わたしの隣の魔法使い


第3章 婚約者と黒き夢
【その3】


 カイトの家に行く途中、私はさっき記憶した妖精の嫌いなものについて専門家に聞いてみた。もちろん私の隣を歩くカイトに。
「ユーリはちゃんと自分の身を守ろうとしているんだねぇ。すごいすごい」
 そう言ってカイトは私の頭をポンポンっと軽く叩く。私はそれが嬉しくて、照れた仕草をしてみせた。なんか……すごいいい感じだ。
 ……って、何が。
「特にナナカマドの実なんてすごい嫌いらしいよ。何かあったら有効かもしれないね」
「じゃあ、常に持っていたほうがいい?」
 そんなことを言っているけど、私はナナカマドというものがどんなものなのかわかっていない。聞いたことも見たこともない言葉だった。
「うーん、常に持つのはお勧めできないかな。持ってるとノクトも寄ってこなくなるし」
「あ、そうか。妖精って全部の妖精のことを指すんだよね……ダメじゃん」
 私は妖精のことを調べていて、ずっと悪い妖精のことばかり考えていた。ノクトだって女王様だってれっきとした妖精。『妖精の嫌いなもの』といったら、当然彼らもそれに含まれる。家に帰ったら鈴とか十字架とか探してみようと思っていたけど、それはやめることにした。
 じゃあどうやって自分の身を守ればいいんだろう。やっぱりカイトに頼るしかないんだろうか。でもそうと決め付ける前に私はカイトの家にあるという魔法使いが書いた妖精の本を読もうと思っていた。もしかしたら悪い妖精が嫌いなものが書かれているかもしれない。

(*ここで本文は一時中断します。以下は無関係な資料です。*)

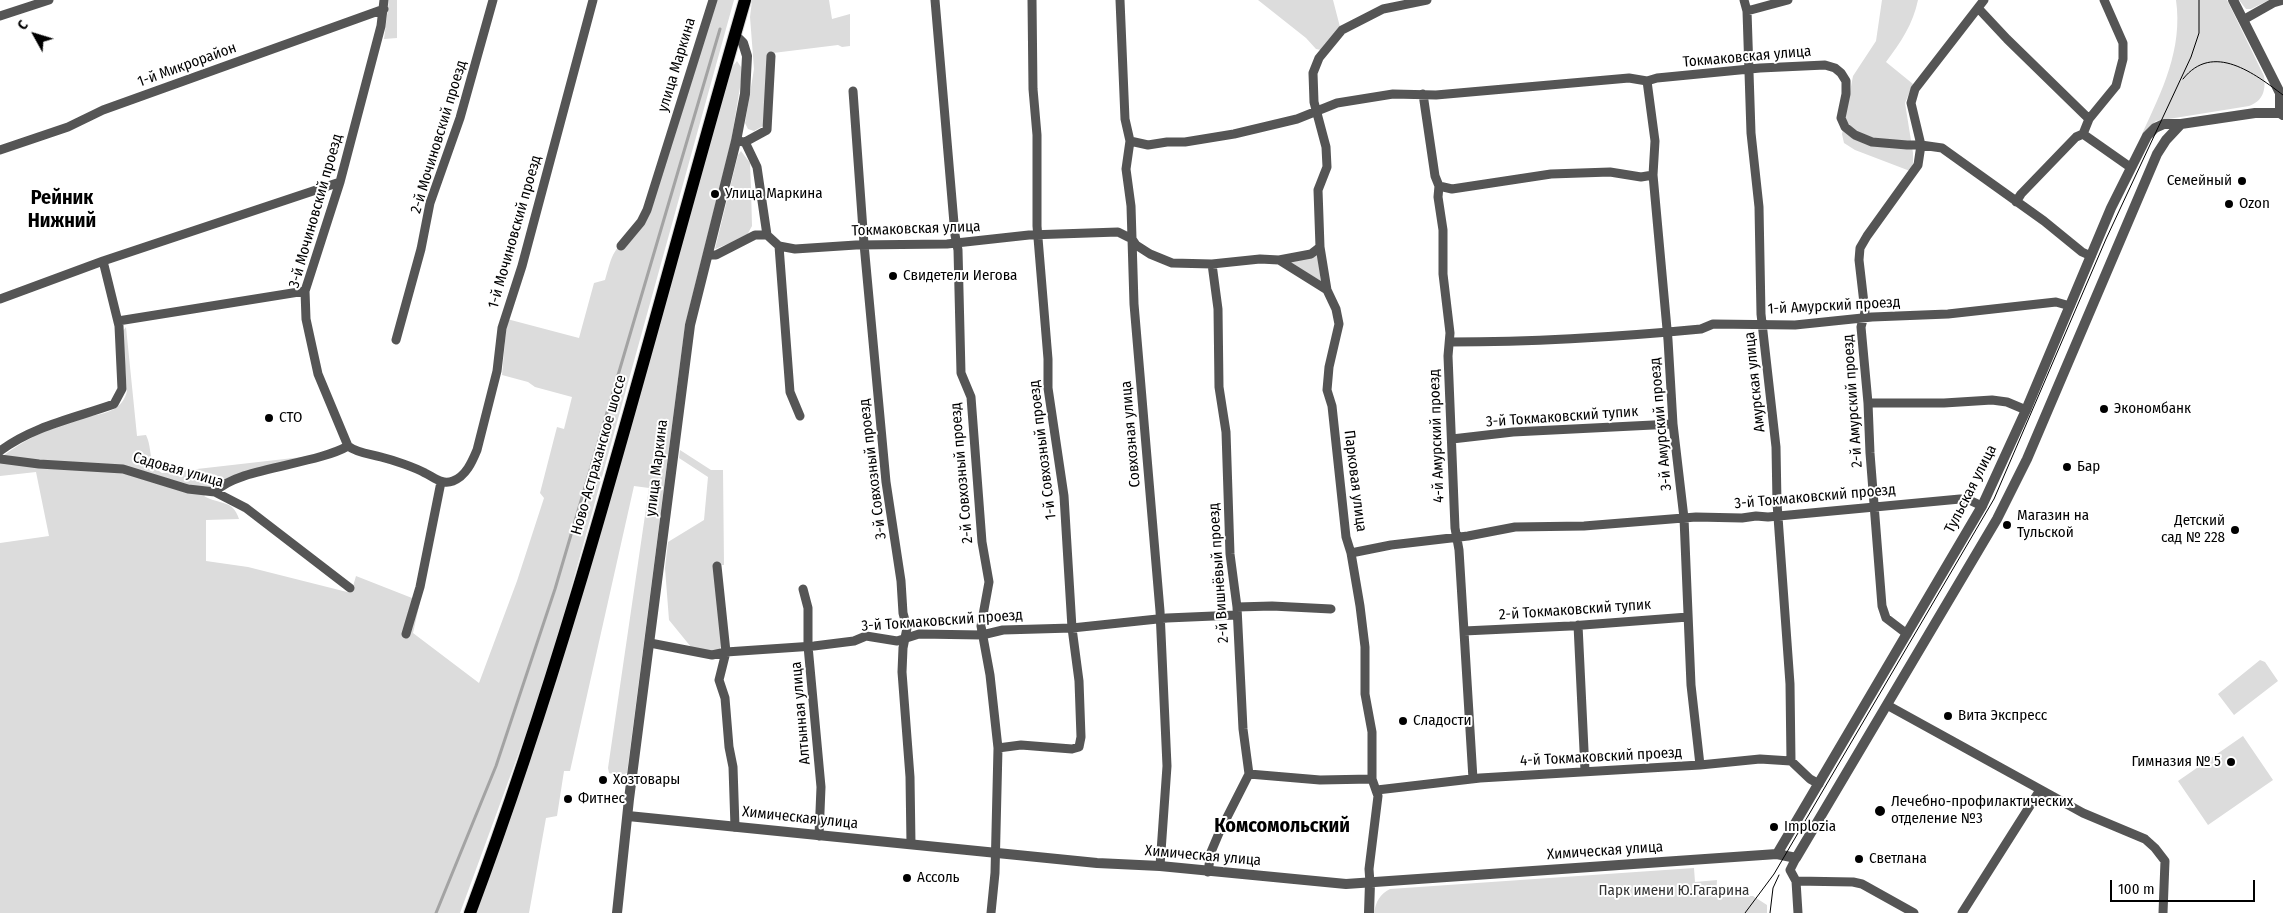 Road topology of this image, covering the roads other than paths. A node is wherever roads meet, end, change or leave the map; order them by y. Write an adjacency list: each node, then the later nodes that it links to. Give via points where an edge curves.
1 (49, 0): 18 (street)
2 (493, 0): 61 (street, 2-й Мочиновский проезд, via 460,118 430,202 421,249)
3 (593, 0): 71 (street, 1-й Мочиновский проезд, via 522,266 502,328 497,370 477,450 460,477)
4 (713, 0): 45 (street, улица Маркина, via 647,210)
5 (745, 0): 20 (main road, Ново-Астраханское шоссе)
6 (935, 0): 43 (street, 2-й Совхозный проезд)
7 (1032, 0): 41 (street, 1-й Совхозный проезд)
8 (1120, 0): 32 (street, Совхозная улица, via 1125,119)
9 (1427, 0): 26 (street, Парковая улица, via 1397,5 1366,16 1342,30 1320,58 1313,73)
10 (1744, 0): 17 (street, Амурская улица)
11 (1788, 0): 17 (street)
12 (2104, 0): 28 (street, via 2123,43 2124,59 2112,94)
13 (2233, 0): 19 (street)
14 (2283, 0): 19 (street)
15 (384, 4): 34 (street, 1-й Микрорайон, via 102,110 68,127); 37 (street, 3-й Мочиновский проезд)
16 (1981, 4): 28 (street, via 2007,39); 33 (street, via 1915,89 1911,104)
17 (1747, 11): 22 (street, Амурская улица)
18 (0, 16)
19 (2243, 20): 27 (street, via 2280,93)
20 (734, 38): 31 (street, улица Маркина, via 743,43 748,56); 118 (main road, Ново-Астраханское шоссе, via 553,674)
21 (771, 56): 31 (street, via 767,130)
22 (1750, 70): 23 (street, Токмаковская улица); 33 (street, Токмаковская улица, via 1825,65 1835,68 1846,81 1841,118 1844,127 1855,136 1872,142); 59 (street, Амурская улица)
23 (1647, 81): 25 (street, Токмаковская улица, via 1629,78); 36 (street, 3-й Амурский проезд, via 1655,140)
24 (853, 91): 44 (street, 3-й Совхозный проезд)
25 (1423, 94): 26 (street, Токмаковская улица, via 1393,94 1352,100); 38 (street, 4-й Амурский проезд)
26 (1315, 112): 32 (street, Токмаковская улица, via 1298,119 1185,142 1148,146); 47 (street, Парковая улица, via 1326,147 1327,167 1318,190)
27 (2281, 114): 29 (street, Тульская улица, via 2255,114)
28 (2089, 119): 30 (street)
29 (2181, 124): 35 (street, Тульская улица, via 2164,124 2155,128); 96 (street, via 2157,154 1997,519)
30 (2083, 134): 35 (street); 39 (street, via 2076,137)
31 (741, 141): 40 (street, via 758,167); 48 (street, улица Маркина)
32 (1130, 141): 42 (street, Совхозная улица, via 1126,169)
33 (1921, 144): 39 (street, Токмаковская улица, via 1942,148); 57 (street, 2-й Амурский проезд, via 1918,165 1860,248)
34 (0, 150)
35 (2130, 167): 49 (street, Тульская улица)
36 (1653, 176): 38 (street, via 1610,172 1551,174 1452,189); 60 (street, 3-й Амурский проезд)
37 (340, 182): 51 (street); 54 (street, 3-й Мочиновский проезд)
38 (1439, 186): 62 (street, 4-й Амурский проезд)
39 (2016, 202): 49 (street, Токмаковская улица)
40 (767, 235): 46 (street); 48 (street, via 755,235 716,256)
41 (1038, 235): 42 (street, Токмаковская улица, via 1118,232); 43 (street, Токмаковская улица); 87 (street, 1-й Совхозный проезд, via 1048,388 1064,496)
42 (1132, 239): 52 (street, via 1143,250 1167,262); 85 (street, Совхозная улица, via 1136,334)
43 (956, 243): 44 (street, Токмаковская улица); 91 (street, 2-й Совхозный проезд, via 961,373 970,397 988,582)
44 (864, 244): 46 (street, Токмаковская улица, via 795,249); 92 (street, 3-й Совхозный проезд, via 886,482 907,628)
45 (621, 246)
46 (779, 246): 65 (street, via 790,392)
47 (1320, 247): 50 (street, via 1311,254); 53 (street, Парковая улица)
48 (708, 255): 93 (street, улица Маркина, via 688,342)
49 (2091, 256): 56 (street, Тульская улица)
50 (1279, 260): 52 (street); 53 (street)
51 (103, 261): 55 (street); 58 (street)
52 (1212, 264): 83 (street, 2-й Вишнёвый проезд, via 1218,309 1219,387 1226,432 1230,554)
53 (1326, 290): 78 (street, Парковая улица, via 1336,309 1339,324 1327,390 1332,406 1346,537)
54 (305, 292): 58 (street); 68 (street, 3-й Мочиновский проезд, via 306,319 318,374)
55 (0, 299)
56 (2070, 306): 57 (street, 1-й Амурский проезд, via 2056,302 1948,314); 64 (street, Тульская улица)
57 (1863, 318): 59 (street, 1-й Амурский проезд, via 1795,325); 63 (street, 2-й Амурский проезд, via 1861,327)
58 (118, 321): 69 (street, via 122,389 114,404 51,424 15,440)
59 (1763, 324): 60 (street, 1-й Амурский проезд, via 1713,324 1701,329); 75 (street, Амурская улица, via 1776,447)
60 (1668, 331): 62 (street, 1-й Амурский проезд, via 1544,341); 66 (street, 3-й Амурский проезд)
61 (396, 340)
62 (1450, 342): 67 (street, 4-й Амурский проезд)
63 (1868, 403): 64 (street, via 1992,400); 74 (street, 2-й Амурский проезд)
64 (2026, 410): 73 (street, Тульская улица)
65 (800, 416)
66 (1673, 424): 67 (street, 3-й Токмаковский тупик, via 1512,432); 76 (street, 3-й Амурский проезд)
67 (1452, 439): 77 (street, 4-й Амурский проезд)
68 (348, 446): 71 (street, via 424,472); 72 (street, via 299,463 238,478 222,484)
69 (0, 451)
70 (0, 459): 72 (street, Садовая улица, via 123,469 188,488)
71 (441, 482): 89 (street, via 420,587)
72 (215, 492): 80 (street, Садовая улица, via 246,508)
73 (1982, 506): 74 (street, 3-й Токмаковский проезд, via 1960,499); 90 (street, Тульская улица)
74 (1875, 507): 75 (street, 3-й Токмаковский проезд); 90 (street, 2-й Амурский проезд, via 1882,606 1886,618)
75 (1778, 516): 76 (street, 3-й Токмаковский проезд); 98 (street, Амурская улица, via 1790,684)
76 (1684, 518): 77 (street, 3-й Токмаковский проезд, via 1584,526 1515,527); 84 (street, 3-й Амурский проезд)
77 (1457, 538): 78 (street, 3-й Токмаковский проезд); 88 (street, 4-й Амурский проезд)
78 (1351, 553): 102 (street, Парковая улица, via 1365,647)
79 (718, 566): 95 (street)
80 (350, 588)
81 (803, 589): 94 (street, Алтынная улица, via 808,608)
82 (1331, 609): 83 (street, 3-й Токмаковский проезд, via 1272,606)
83 (1237, 611): 85 (street, 3-й Токмаковский проезд); 101 (street, 2-й Вишнёвый проезд, via 1243,729)
84 (1688, 617): 86 (street, 2-й Токмаковский тупик); 99 (street, 3-й Амурский проезд)
85 (1159, 620): 87 (street, 3-й Токмаковский проезд); 114 (street, Совхозная улица, via 1167,766)
86 (1578, 625): 88 (street, 2-й Токмаковский тупик); 100 (street)
87 (1072, 628): 91 (street, 3-й Токмаковский проезд, via 1003,630); 97 (street, 1-й Совхозный проезд, via 1079,681 1079,747 1021,745)
88 (1464, 631): 103 (street, 4-й Амурский проезд)
89 (406, 634)
90 (1907, 634): 104 (street, Тульская улица)
91 (982, 635): 92 (street, 3-й Токмаковский проезд, via 919,634); 97 (street, 2-й Совхозный проезд)
92 (904, 640): 94 (street, 3-й Токмаковский проезд, via 866,636 854,641); 110 (street, 3-й Совхозный проезд, via 902,672 910,777)
93 (650, 643): 95 (street, 3-й Токмаковский проезд, via 712,655); 107 (street, улица Маркина)
94 (808, 646): 95 (street, 3-й Токмаковский проезд); 109 (street, Алтынная улица, via 820,787)
95 (726, 652): 108 (street, via 719,680 725,698 733,767)
96 (1887, 705): 106 (street); 113 (street)
97 (998, 748): 111 (street, 2-й Совхозный проезд)
98 (1791, 761): 99 (street, 4-й Токмаковский проезд, via 1760,758); 104 (street)
99 (1700, 765): 100 (street, 4-й Токмаковский проезд)
100 (1585, 771): 103 (street, 4-й Токмаковский проезд)
101 (1249, 774): 102 (street, via 1320,780); 115 (street, via 1211,852)
102 (1372, 779): 105 (street, Парковая улица)
103 (1473, 779): 105 (street, 4-й Токмаковский проезд)
104 (1818, 784): 112 (street, Тульская улица)
105 (1377, 790): 117 (street, Парковая улица)
106 (2040, 790): 124 (street); 125 (street, via 2083,813 2145,839 2156,848 2165,861)
107 (628, 816): 108 (street, Химическая улица); 119 (street, улица Маркина)
108 (735, 827): 109 (street, Химическая улица)
109 (819, 836): 110 (street, Химическая улица)
110 (911, 844): 111 (street, Химическая улица)
111 (995, 853): 114 (street, Химическая улица); 120 (street, 2-й Совхозный проезд)
112 (1777, 854): 113 (street); 117 (street, Химическая улица)
113 (1796, 858): 116 (street, via 1790,870)
114 (1160, 866): 115 (street, Химическая улица)
115 (1208, 872): 117 (street, Химическая улица, via 1346,884)
116 (1796, 881): 122 (street); 123 (street, via 1862,884)
117 (1370, 883): 121 (street, Парковая улица)
118 (470, 913)
119 (617, 913)
120 (991, 913)
121 (1369, 913)
122 (1798, 913)
123 (1914, 913)
124 (1962, 913)
125 (2163, 913)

「ねぇ、カイトの家にはどれくらいの妖精の本があるの?」
 カイトは私の問いに少し考えて答える。
「うーん、あれにこれに……たくさんあるかな。どれも古い本ばかりだけどね」
 古い洋館だったら古い本がたくさんある部屋を想像できるけど、あの日本風な豪邸に古い妖精の本がたくさんあるってなかなか想像出来ないなぁと私は思っていた。
「あとは魔法の本なんかもあるから見せてあげる。ユーリはそういうの好きでしょ?」
 魔法の本!私はそれを聞いて胸が高ぶった。そんなのどこの図書館も本屋にも置いてない。
「見たい見たい!好き好き!」
 私があまりに興奮するから、カイトが隣で笑っていた。でもこれが興奮しないでいられますかと。私はますますカイトの家に行くのが楽しみになっていた。

「あれ?誰かいる」
 カイトの家が見えてきて、立派な門がだんだんと私達の視界に入ってくる。相変わらずの大きな門にため息が出る。その門の前に誰かが立っているのを先に見つけたのは私だった。
「芽衣?」
 そのカイトの声に芽衣と呼ばれた女性はこちらを向く。目の覚めるような金髪が揺れた。
「海斗!やっと帰ってきた!」
 白いフリルがついた真っ黒いワンピースを着た芽衣が、カイトに向かって走ってくる。こういう格好をたしかゴシックロリータとか言うんじゃないかなっと私は思っていた。私には絶対着れない。絶対似合わないし。
「今日家に行くねって言ったじゃない。なんでいないのさー」
「あれ?そうだったっけ」
 大きくパッチリとした瞳に整った鼻、小さくてプックリとした唇。黒いリボンのついたツインテール。芽衣はフランス人形がそのまま動いているかと思わせる女性だった。そんな芽衣の薄茶色の瞳が私の方を見る。
「これ、もしかして結李?」
「え?」
 私は彼女の口から自分の名前が出てきたのにビックリしてしまった。もちろん初対面だし、カイトが私のことを他の人に言っているなんて想像もしていなかった。
「そうだよ。彼女がユーリ」
「ふーん」
 芽衣は私を下から上までジロジロと見る。
「たいしたことないじゃない」
 明らかに言葉に敵意がある感じがした。私はまだ彼女が何者かわからない。それなのにそんな敵意を向けられてどんな顔をしていいのかわからなかった。困った私はカイトのほうに目線を合わせる。
「ユーリ、彼女は……」
 カイトが私と目が合い何か言おうとした時、芽衣がその間に入ってきた。
「自己紹介くらい自分でするわ」
 芽衣の声はとても高く、顔と同じようにかわいい。まるで小鳥が歌っているようだったけれど、私に話しかけている声はやっぱり怒っている感じだった。
「私は滝沢芽衣よ」
「彼女は僕のはとこだ」
 カイトは芽衣の言葉に付け足すようにすぐにそう言った。
 『はとこ』それは親の親の兄弟の子供の子供……と、ずいぶん遠いなと私は頭の中で家系図を作ってみる。ということは、芽衣はカイトの親戚で魔法使いのことも当然知っているはず。それなら私のことを説明していてもおかしくないと思った。もしかして彼女にも魔法が使えるのだろうか。
「違うわ、海斗。私のこときちんと正確に説明してよ」
「……わかったよ」
 話の流れがわからなかった。彼女はカイトの親戚。それ以外に私に説明することはあるんだろうか。もしかしたら私がフェアリードロップの力を持ってしまったことに怒っているとか?それを言われると私は何も返すことが出来ないからすごく困る……。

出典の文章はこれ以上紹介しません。